Without a major shift in policy — and budgets are likely to remain tight for years — Papadimitriou said it would take over a decade to get employment back to pre-crisis levels. “A jobless recovery is not a recovery at all.”
HOUSEHOLDS WITHOUT HOPE — During the recession, Greek governments enacted wave after wave of austerity in return for the financial bailouts that prevented bankruptcy and a possible exit from the euro currency. The spending and wage cuts, combined with emergency tax hikes, have worsened the recession and strained the finances of Greeks.
According to UNICEF, child poverty rates have risen alarmingly. The U.N. body recently found that of 41 developed countries it assessed, Greece had the highest child poverty rate of 40.5 percent in 2012, up from 23 percent in 2008.
It found that since 2008 the percentage of households with children that are unable to afford meat, chicken or fish every second day has more than doubled. And in Greece, the share of respondents saying they “experienced stress today” jumped from 49 percent in 2006 to 74 percent in 2013.
The repercussions of the recession are likely to last. According to UNICEF, many of the children affected by the recession “will suffer the consequences for life.”
For Oxford University’s Professor David Stuckler, co-author of the book The Body Economic: Why Austerity Kills, the Greek austerity program “undermined the ultimate source of its strength — its people.”
TIME BOMB — As Greece slashed spending on welfare, public health problems mounted.
In the first years of recession, HIV/Aids infection rates surged, something many attributed to cuts to the budget for a needle-exchange program. Amid international attention to the issue, a joined-up strategy involving many was forged — HIV infections have since fallen back.
Other health issues, however, are likely to prove more difficult to deal with. Ominously, Greece’s mortality rate, adjusted for its aging population, stopped dropping in 2011.
Health clinic founder Vichas offers one explanation — the high cost of treating chronic illnesses, particularly for the unemployed.
Boxes of cancer drugs in his store room cost up to 2,000 euros ($2,500) for a month’s course.
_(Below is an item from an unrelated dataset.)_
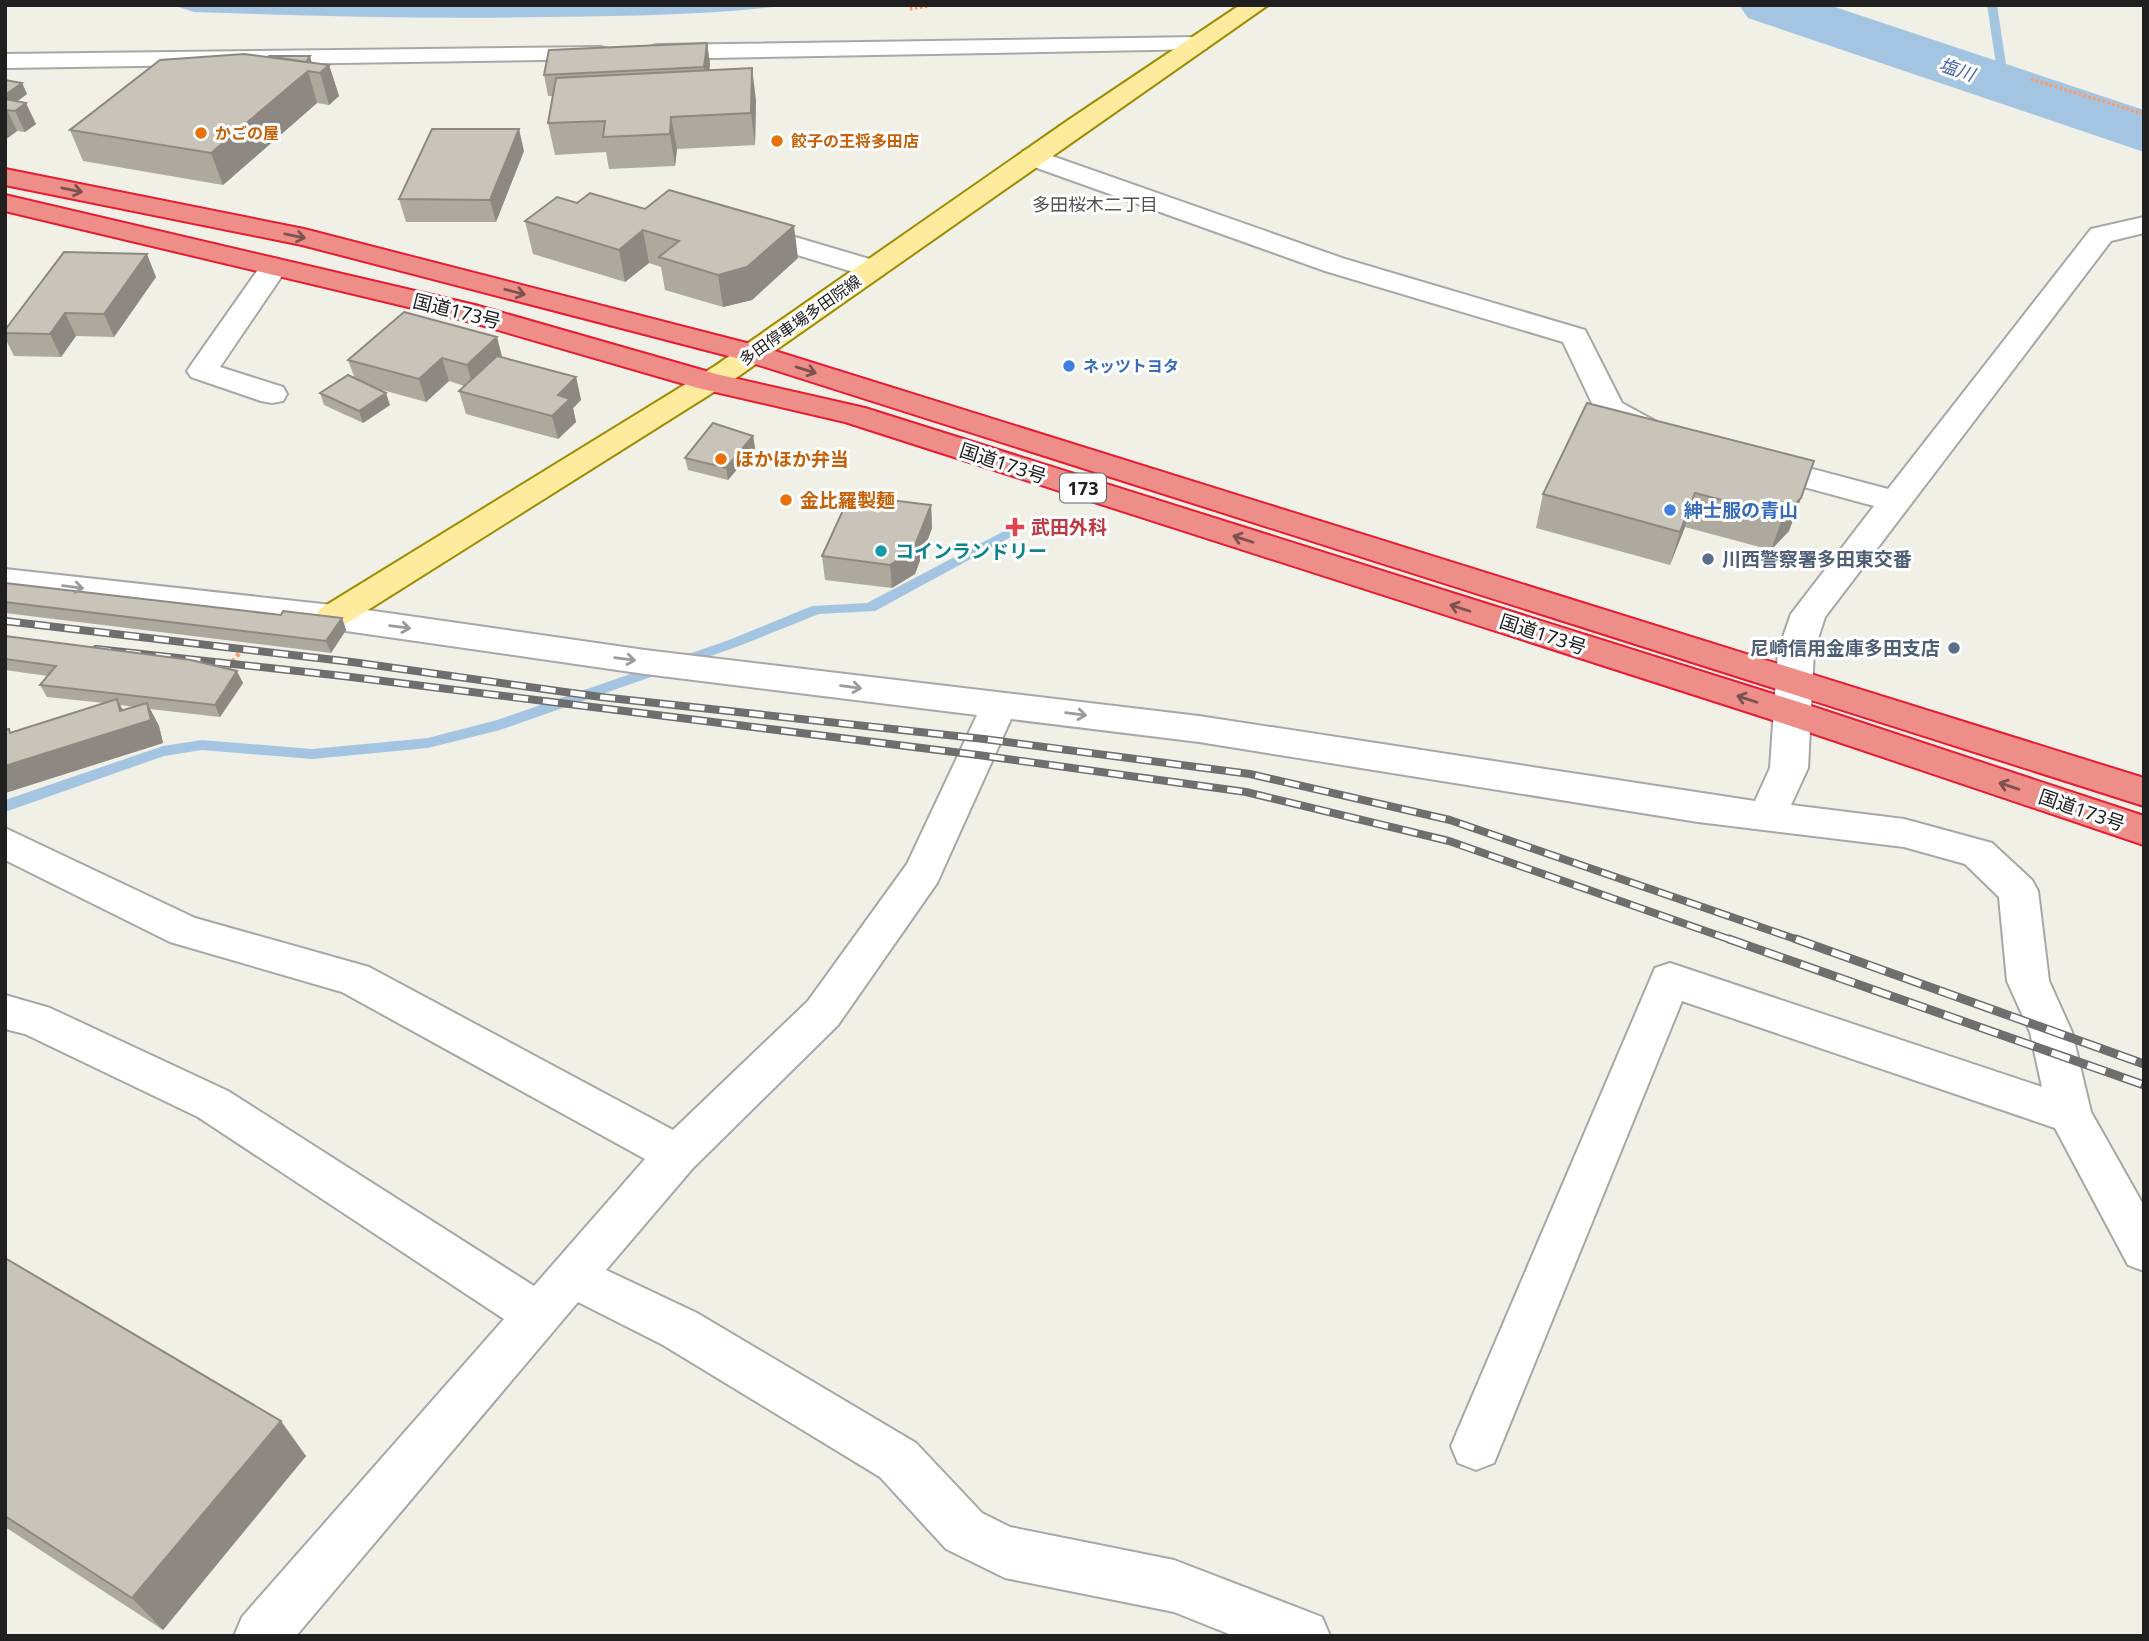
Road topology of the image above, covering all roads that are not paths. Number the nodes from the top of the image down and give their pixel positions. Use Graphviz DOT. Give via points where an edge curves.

In all, Vichas said, a cancer patient would need between 20,000 euros and 30,000 euros to pay for drugs.
He warned that long-term effects of the crisis are just beginning to appear. “We’ll be seeing the consequences for another 5-10 years: The children who missed their immunizations, and all the consequences of illnesses that were not treated early,” he said.
“And treatment is much more expensive that prevention. It’s a time bomb.”